NOTE: Enjoy this excerpt from The American Daily Reader, by CatholicVote president Brian Burch and Emily Stimpson Chapman. To order the complete volume, visit the CatholicVote store today!
Alfred Hitchcock spent the better part of his life focused on death, and yet it took his own impending death to bring his life into focus.
Born in England in 1899 to Catholic parents, Hitchcock went to Mass at the parish pastored by his cousin. He received a Catholic education (thanks to the Salesians and Jesuits), and then began a career as a draftsman.
While working in advertising by day, Hitchcock dabbled in the mysterious and macabre, first writing stories for British magazines but soon moving into the fledgling motion picture industry. Within five years, he was directing. Within five more, he’d become one of Britain’s most popular filmmakers. Along the way, he married writer and editor Alma Reville, who converted to Catholicism upon their marriage.
With Alma as his partner at work and home (which after 1940 was California), Hitchcock established himself as one of the most influential directors of all time. He was a pioneer in cinematic storytelling who made an art out of mystery and suspense.
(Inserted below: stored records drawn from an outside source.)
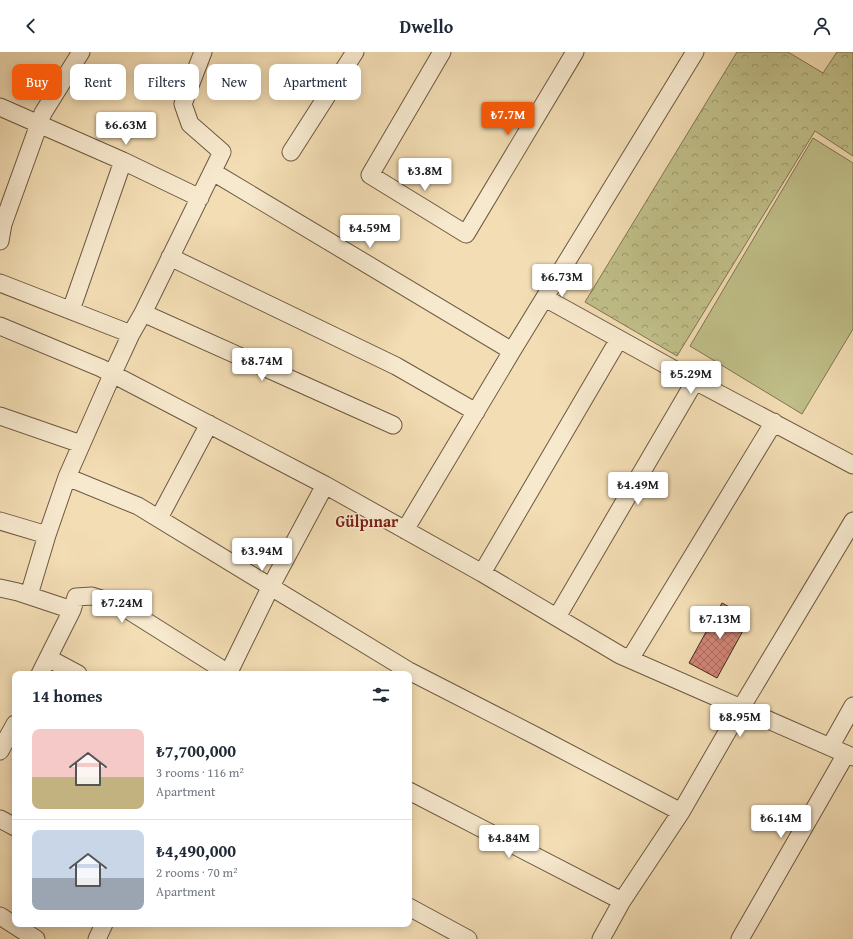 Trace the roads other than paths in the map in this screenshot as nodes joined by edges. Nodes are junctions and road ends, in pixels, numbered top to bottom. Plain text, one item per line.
1 (81, 52) edge
2 (203, 52) edge
3 (355, 52) edge
4 (442, 52) edge
5 (575, 52) edge
6 (696, 52) edge
7 (0, 107) edge
8 (40, 123) junction
9 (291, 152) dead end
10 (123, 161) junction
11 (213, 172) junction
12 (200, 198) junction
13 (0, 238) edge
14 (170, 257) junction
15 (0, 283) edge
16 (544, 298) junction
17 (72, 310) junction
18 (143, 313) junction
19 (0, 326) edge
20 (131, 334) junction
21 (619, 339) junction
22 (512, 351) junction
23 (113, 374) junction
24 (695, 381) junction
25 (476, 412) junction
26 (0, 416) edge
27 (774, 422) junction
28 (209, 424) junction
29 (393, 425) dead end
30 (81, 444) junction
31 (853, 465) edge
32 (67, 477) junction
33 (325, 485) junction
34 (159, 518) junction
35 (0, 521) edge
36 (853, 521) edge
37 (405, 530) junction
38 (47, 535) junction
39 (482, 573) junction
40 (271, 586) junction
41 (0, 588) edge
42 (29, 595) junction
43 (72, 610) junction
44 (557, 617) junction
45 (48, 658) junction
46 (630, 659) junction
47 (42, 671) edge
48 (72, 671) edge
49 (225, 671) edge
50 (229, 671) edge
51 (410, 671) edge
52 (412, 672) edge
53 (853, 706) edge
54 (741, 708) junction
55 (12, 732) edge
56 (830, 747) junction
57 (0, 751) edge
58 (850, 756) edge
59 (412, 793) edge
60 (681, 812) junction
61 (0, 819) edge
62 (12, 825) edge
63 (622, 902) junction
64 (412, 909) edge
65 (0, 916) edge
66 (12, 924) edge
67 (17, 927) edge
68 (103, 927) edge
69 (36, 939) edge
70 (97, 939) edge
71 (468, 939) edge
72 (601, 939) edge
73 (740, 939) edge

1 - 8 street
2 - 11 street
3 - 9 street
4 - 5 street
6 - 16 street
7 - 8 street
8 - 10 street
8 - 13 street
10 - 12 street
10 - 17 street
11 - 12 street
11 - 22 street
12 - 14 street
14 - 18 street
14 - 25 street
15 - 17 street
16 - 21 street
16 - 22 street
17 - 20 street
18 - 20 street
18 - 29 street
19 - 23 street
20 - 23 street
21 - 24 street
21 - 39 street
22 - 25 street
23 - 28 street
23 - 30 street
24 - 27 street
24 - 44 street
25 - 37 street
26 - 30 street
27 - 31 street
27 - 46 street
28 - 33 street
28 - 34 street
30 - 32 street
32 - 34 street
32 - 38 street
33 - 37 street
33 - 40 street
34 - 40 street
35 - 38 street
36 - 54 street
37 - 39 street
38 - 42 street
39 - 44 street
40 - 50 street
40 - 51 street
41 - 42 street
42 - 43 street
43 - 45 street
43 - 49 street
44 - 46 street
45 - 47 street
45 - 48 street
46 - 54 street
52 - 60 street
53 - 56 street
54 - 56 street
54 - 60 street
55 - 57 street
56 - 58 street
58 - 73 street
59 - 63 street
60 - 63 street
61 - 62 street
63 - 72 street
64 - 71 street
65 - 66 street
67 - 69 street
68 - 70 street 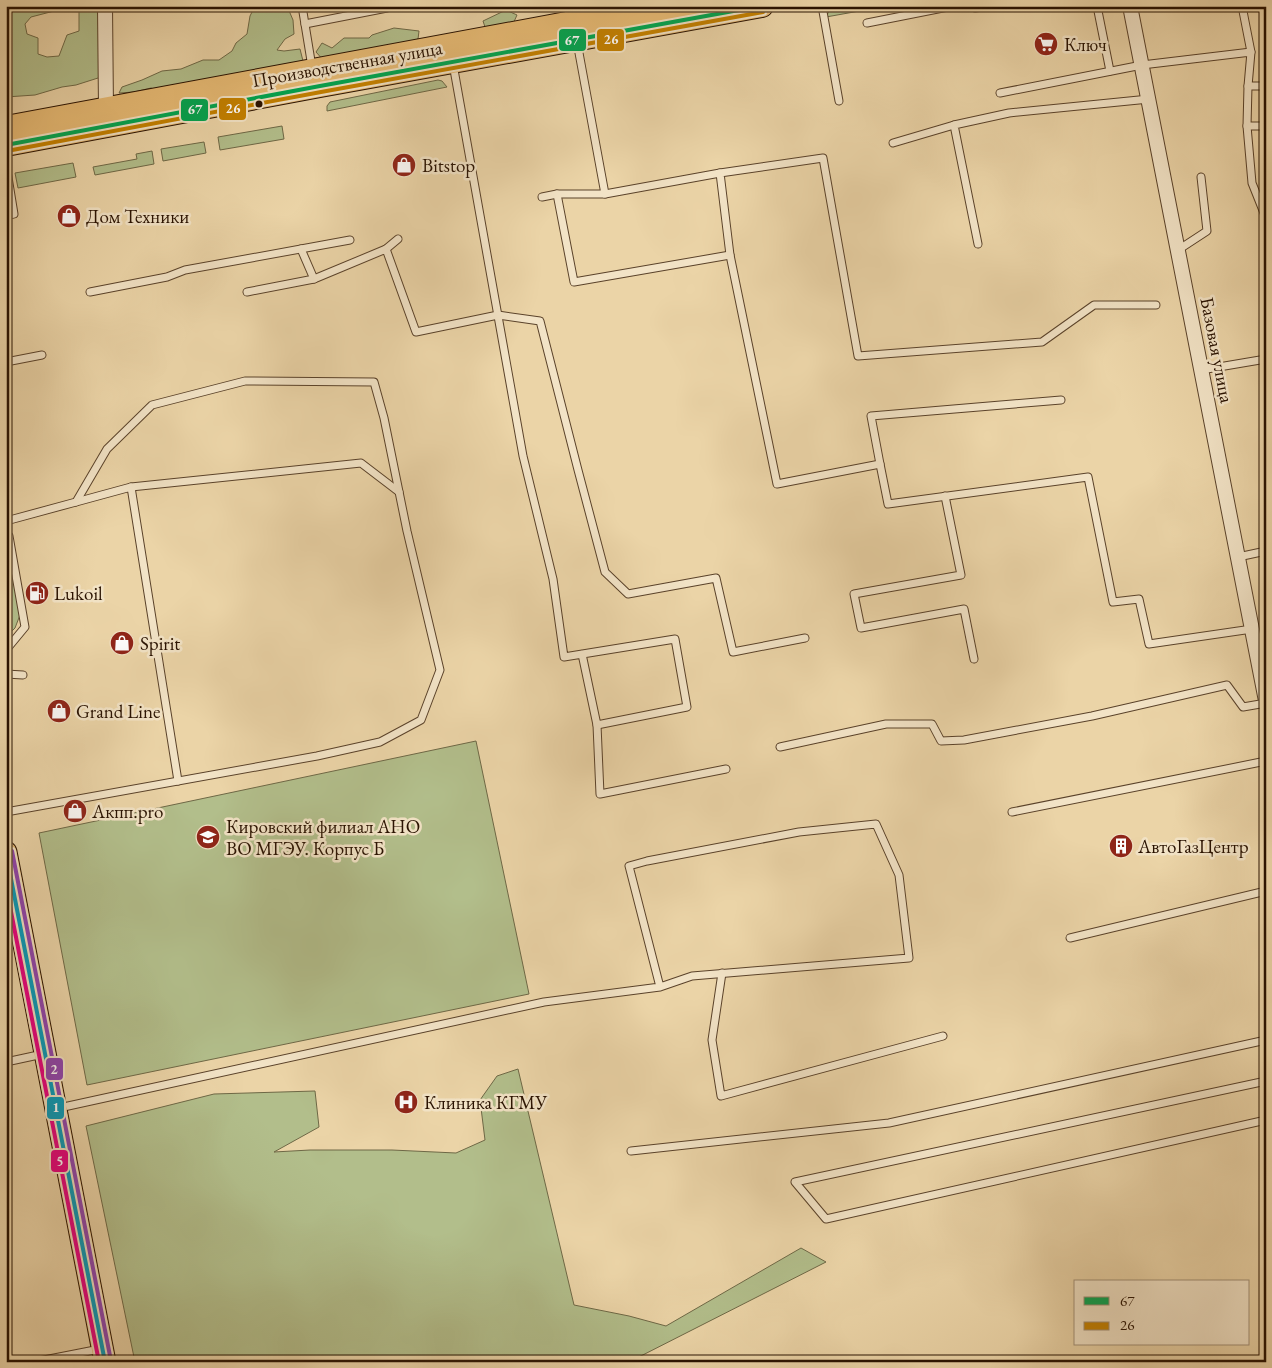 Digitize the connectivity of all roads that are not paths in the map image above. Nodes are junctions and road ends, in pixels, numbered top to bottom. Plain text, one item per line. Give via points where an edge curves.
1 (105, 6) edge
2 (302, 6) edge
3 (658, 6) edge
4 (762, 6) edge
5 (822, 6) edge
6 (953, 6) edge
7 (975, 6) edge
8 (992, 6) edge
9 (1097, 6) edge
10 (1130, 6) edge
11 (1242, 6) edge
12 (387, 8) dead end
13 (867, 23) dead end
14 (305, 24) junction
15 (576, 40) junction
16 (1251, 52) junction
17 (453, 62) junction
18 (1142, 64) junction
19 (312, 70) junction
20 (1110, 71) junction
21 (1248, 86) junction
22 (1266, 86) edge
23 (1000, 93) dead end
24 (1149, 99) junction
25 (839, 101) dead end
26 (106, 108) junction
27 (954, 125) junction
28 (1247, 126) junction
29 (1266, 126) edge
30 (6, 127) edge
31 (893, 143) dead end
32 (6, 145) edge
33 (6, 165) edge
34 (720, 173) junction
35 (1202, 177) dead end
36 (557, 194) junction
37 (605, 194) junction
38 (542, 197) dead end
39 (6, 216) edge
40 (1266, 218) edge
41 (398, 239) dead end
42 (350, 240) dead end
43 (978, 244) dead end
44 (301, 249) junction
45 (386, 250) junction
46 (1178, 250) junction
47 (730, 254) junction
48 (314, 279) junction
49 (90, 292) dead end
50 (247, 292) dead end
51 (1156, 305) dead end
52 (498, 315) junction
53 (42, 355) dead end
54 (1266, 359) edge
55 (6, 362) edge
56 (1201, 370) junction
57 (1061, 400) dead end
58 (880, 464) junction
59 (131, 487) junction
60 (398, 492) junction
61 (945, 496) junction
62 (76, 502) junction
63 (6, 520) edge
64 (6, 536) edge
65 (1266, 551) edge
66 (1238, 557) junction
67 (1252, 629) junction
68 (805, 638) dead end
69 (6, 650) edge
70 (582, 654) junction
71 (974, 659) dead end
72 (6, 674) edge
73 (23, 675) dead end
74 (1266, 702) edge
75 (597, 725) junction
76 (780, 747) dead end
77 (1266, 761) edge
78 (726, 769) dead end
79 (178, 781) junction
80 (6, 812) edge
81 (1012, 812) dead end
82 (6, 852) edge
83 (1266, 891) edge
84 (1070, 938) dead end
85 (722, 974) junction
86 (660, 987) junction
87 (943, 1036) dead end
88 (1266, 1040) edge
89 (45, 1054) junction
90 (6, 1062) edge
91 (1266, 1081) edge
92 (56, 1108) junction
93 (1266, 1120) edge
94 (631, 1151) dead end
95 (104, 1355) edge
96 (39, 1361) edge

1 - 26 street
2 - 14 lane
3 - 19 highway, Производственная улица
4 - 15 highway, Производственная улица
5 - 25 lane
6 - 13 lane
7 - 8 lane
9 - 20 lane
10 - 18 street, Базовая улица
11 - 16 lane
12 - 14 lane
14 - 19 lane
15 - 17 highway, Производственная улица
15 - 37 lane
16 - 18 lane
16 - 21 lane
17 - 32 highway, Производственная улица
17 - 52 lane
18 - 20 lane
18 - 24 street, Базовая улица
19 - 26 highway, Производственная улица
20 - 23 lane
21 - 22 lane
21 - 28 lane
24 - 27 lane via 1010,113
24 - 46 street, Базовая улица
26 - 30 highway, Производственная улица
27 - 31 lane
27 - 43 lane
28 - 29 lane
28 - 40 lane via 1252,183
33 - 39 lane via 14,214
34 - 37 lane
34 - 47 lane
34 - 51 lane via 823,158 858,356 1042,342 1094,305
35 - 46 lane via 1207,231
36 - 37 lane
36 - 38 lane
36 - 47 lane via 574,282
41 - 45 lane
42 - 44 lane
44 - 48 lane
44 - 49 lane via 185,270 167,277
45 - 48 lane
45 - 52 lane via 416,332
46 - 56 street, Базовая улица
47 - 58 lane via 778,484
48 - 50 lane
52 - 68 lane via 540,321 605,572 628,594 716,578 733,652
52 - 70 lane via 523,456 553,579 564,657
53 - 55 lane
54 - 56 lane
56 - 66 street, Базовая улица
57 - 58 lane via 871,416
58 - 61 lane via 888,504
59 - 60 lane via 361,463
59 - 62 lane
59 - 79 lane
60 - 62 lane via 374,382 245,381 152,405 107,449
60 - 79 lane via 440,670 421,720 380,742
61 - 67 lane via 1088,477 1113,602 1139,599 1149,644
61 - 71 lane via 961,575 854,594 861,628 964,609
62 - 63 lane
64 - 69 lane via 26,627
65 - 66 lane
66 - 67 street, Базовая улица
67 - 74 street, Базовая улица
70 - 75 lane
70 - 75 lane via 675,639 687,707
72 - 73 lane
74 - 76 lane via 1243,707 1227,685 1092,716 964,740 941,742 932,724 886,724
75 - 78 lane via 600,794
77 - 81 lane
79 - 80 lane
82 - 89 main road
83 - 84 lane
85 - 86 lane via 692,976
85 - 86 lane via 909,958 899,875 876,824 799,832 629,866
85 - 87 lane via 712,1040 721,1096
86 - 92 lane via 544,1002
88 - 94 lane via 889,1124
89 - 90 lane
89 - 92 main road
91 - 93 lane via 795,1182 826,1219
92 - 95 main road
95 - 96 lane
Through it all, the Catholicism of his youth crept into those stories, with religious imagery and themes both subtly and not so subtly woven into his greatest films: I Confess, Vertigo, Rear Window, North by Northwest, Strangers on a Train, The Birds, and more.
Despite that intermingling of religion and art, Hitchcock’s own understanding of the Faith was riddled with doubt. He fell away from the Church after the Second Vatican Council and once turned down an audience with the pope. (He said he feared he’d be advised to include less sex and violence in his films.)
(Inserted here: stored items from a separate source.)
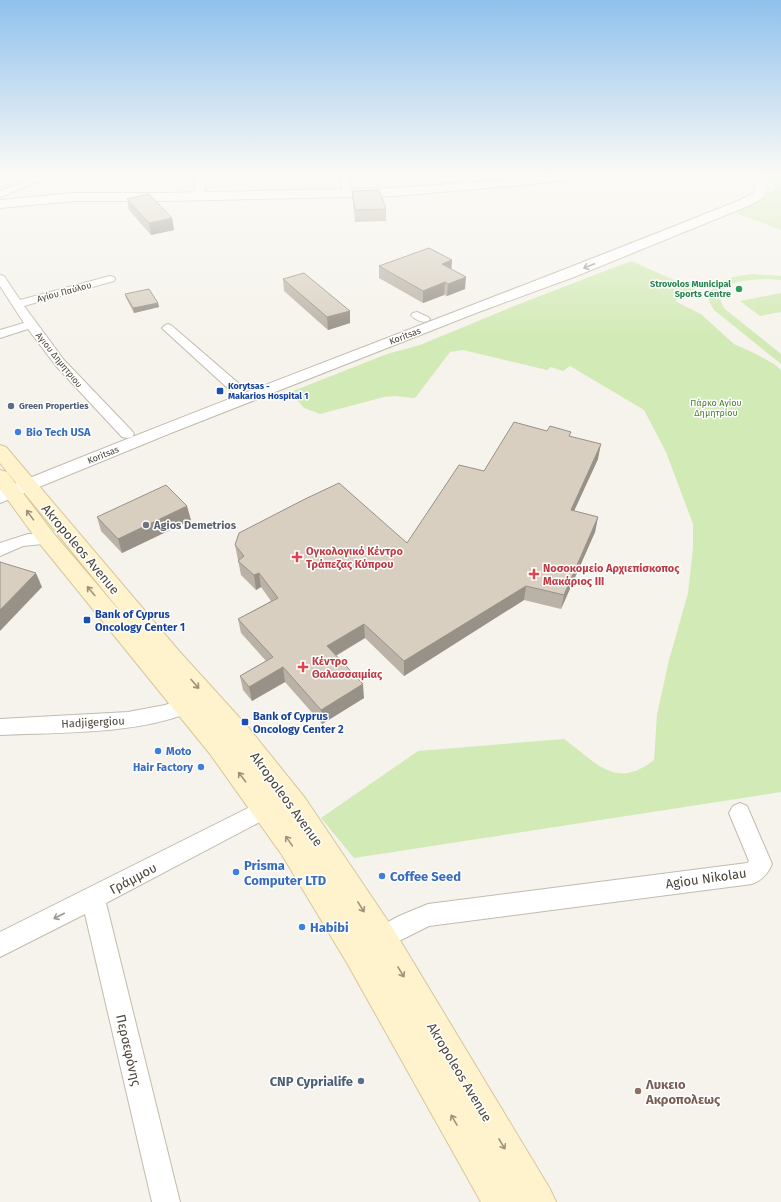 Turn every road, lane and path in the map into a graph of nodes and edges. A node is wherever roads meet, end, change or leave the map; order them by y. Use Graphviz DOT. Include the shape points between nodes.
graph roads {
  1 [pos="653,228"];
  2 [pos="681,228"];
  3 [pos="0,278"];
  4 [pos="110,279"];
  5 [pos="18,304"];
  6 [pos="31,325"];
  7 [pos="168,328"];
  8 [pos="0,334"];
  9 [pos="239,391"];
  10 [pos="127,434"];
  11 [pos="0,451"];
  12 [pos="10,485"];
  13 [pos="47,539"];
  14 [pos="0,550"];
  15 [pos="184,706"];
  16 [pos="0,727"];
  17 [pos="266,808"];
  18 [pos="740,813"];
  19 [pos="93,898"];
  20 [pos="381,938"];
  21 [pos="0,945"];
  22 [pos="166,1202"];
  23 [pos="501,1202"];
  24 [pos="536,1202"];
  1 -- 9 [label="street, Koritsas" via="421,317"];
  2 -- 12 [label="street, Koritsas, one-way" via="569,274 165,429"];
  3 -- 5 [label="street, Αγιου Δημητριου"];
  4 -- 5 [label="street, Αγίου Παύλου"];
  5 -- 6 [label="street, Αγιου Δημητριου"];
  6 -- 8 [label="street"];
  6 -- 10 [label="street, Αγιου Δημητριου" via="60,364"];
  7 -- 9 [label="street"];
  9 -- 10 [label="street, Koritsas"];
  10 -- 12 [label="street, Koritsas"];
  11 -- 12 [label="main road, Akropoleos Avenue"];
  13 -- 12 [label="main road, Akropoleos Avenue, one-way"];
  12 -- 20 [label="main road, Akropoleos Avenue, one-way" via="170,654 239,735 295,807"];
  13 -- 14 [label="street" via="19,540"];
  15 -- 13 [label="main road, Akropoleos Avenue, one-way"];
  15 -- 16 [label="street, Hadjigergiou" via="166,713 128,720"];
  17 -- 15 [label="main road, Akropoleos Avenue, one-way"];
  17 -- 19 [label="street, Γράμμου"];
  23 -- 17 [label="main road, Akropoleos Avenue, one-way" via="358,952"];
  18 -- 20 [label="street, Agiou Nikolau" via="761,864 752,873 595,901 428,915"];
  19 -- 21 [label="street, Γράμμου, one-way"];
  19 -- 22 [label="street, Περσεφόνης"];
  20 -- 24 [label="main road, Akropoleos Avenue, one-way"];
}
In the last months of his life, however, the rift between Hitchcock and the Church healed, and two Jesuits called at his home every Saturday to hear his confession and offer Mass. As one of those priests later recalled, Hitchcock quietly said his responses in Latin and cried after he received the Eucharist.
Hitchcock died on April 29, 1980. His funeral Mass took place at Good Shepherd Catholic Church in Beverly Hills.